- **Work order**: After locating the line that holds "middle dip: (153, 169)", transcribe it and each following line to the end of the records, changing nothing and adding nothing.

- **The data**:
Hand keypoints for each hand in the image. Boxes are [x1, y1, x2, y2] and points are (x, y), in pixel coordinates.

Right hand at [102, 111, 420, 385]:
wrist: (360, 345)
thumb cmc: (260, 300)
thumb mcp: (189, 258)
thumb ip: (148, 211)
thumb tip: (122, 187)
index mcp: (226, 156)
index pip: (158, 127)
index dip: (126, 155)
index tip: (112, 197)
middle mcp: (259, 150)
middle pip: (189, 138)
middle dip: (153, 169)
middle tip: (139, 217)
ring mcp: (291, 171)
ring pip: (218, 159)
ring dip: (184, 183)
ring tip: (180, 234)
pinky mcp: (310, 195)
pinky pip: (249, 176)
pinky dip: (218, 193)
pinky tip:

- **Answer area**:
middle dip: (153, 169)
middle tip: (139, 217)
ring mcp: (291, 171)
ring pip: (218, 159)
ring dip: (184, 183)
ring tip: (180, 234)
pinky mcp: (310, 195)
pinky pip: (249, 176)
pinky dip: (218, 193)
pinky tip:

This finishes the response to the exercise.